Las matanzas masivas han incluso quitado la vida de niños menores de cinco años, a los cuales Duterte se refiere como “daño colateral”, sin admitir culpa ni remordimiento. Para los filipinos, nada de esto parece ser sorprendente. El presidente al que eligieron 16 millones de personas (de una población de 100 millones) nunca ha escondido su vileza; cuando menos la ha pavoneado.
Fuera de las Filipinas, en cambio, la reacción ha sido de desaprobación: organizaciones internacionales de toda estirpe se han manifestado en contra de sus acciones y han recriminado en múltiples ocasiones sus amenazas contra los derechos humanos. Sin embargo, nada parece detener a Duterte.

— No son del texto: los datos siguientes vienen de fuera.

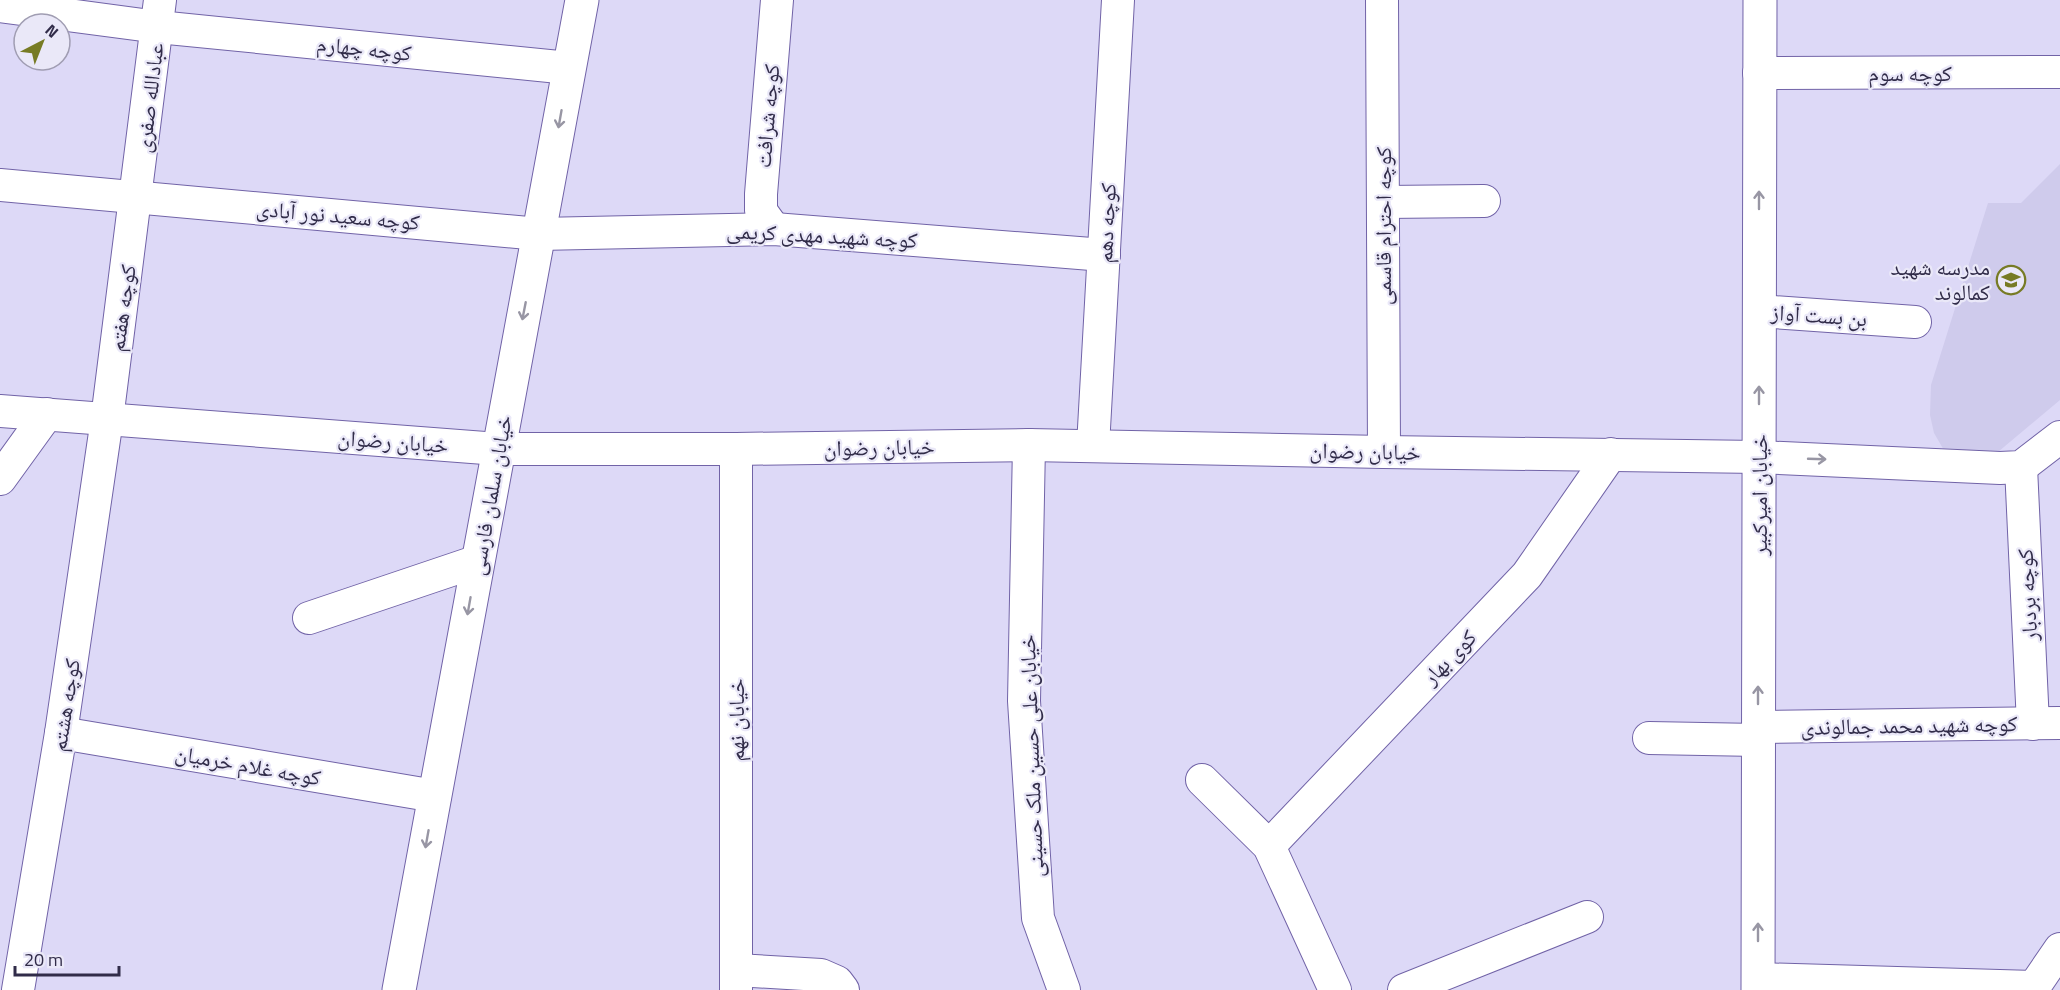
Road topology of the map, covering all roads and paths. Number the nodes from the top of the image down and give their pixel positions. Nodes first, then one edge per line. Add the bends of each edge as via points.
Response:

Contra las drogas, a como dé lugar
Desde antes de llegar a la presidencia, Rodrigo Duterte tenía fama de actuar contra el crimen de maneras poco ortodoxas y fuera del margen de la ley. Cuando fue alcalde de la ciudad de Dávao (puesto que tuvo durante más de 20 años no consecutivos), estuvo involucrado en un escuadrón de la muerte y fue criticado por el Observatorio de Derechos Humanos por las matanzas extrajudiciales de miles de personas.
“Si usted está haciendo una actividad ilegal en mi ciudad, o si usted es un criminal o parte de un sindicato que se aprovecha de la gente inocente de la ciudad, mientras yo sea el alcalde, usted es un objetivo legítimo de asesinato” fue una de las infames frases del entonces alcalde, pronunciada en 2009.
Para Duterte, los crímenes más sensibles están relacionados con las drogas, tanto el tráfico de las mismas como el consumo común y corriente. En la ciudad de Dávao no se puede fumar cigarrillos en público ni se puede vender alcohol después de las 2 a. m., y si alguna autoridad o algún justiciero enmascarado encuentra a alguien teniendo cualquier contacto con cualquier droga, las consecuencias pueden llegar a ser nefastas.
Según los datos que Duterte ha ofrecido para respaldar sus radicales acciones, en Filipinas hay tres millones de drogadictos, y si no se eliminan inmediatamente llegarán a ser más de 10 millones. Los números oficiales del gobierno dicen que hay 1.8 millones de adictos en el país, a los cuales el presidente no ha logrado eliminar durante estos ocho meses.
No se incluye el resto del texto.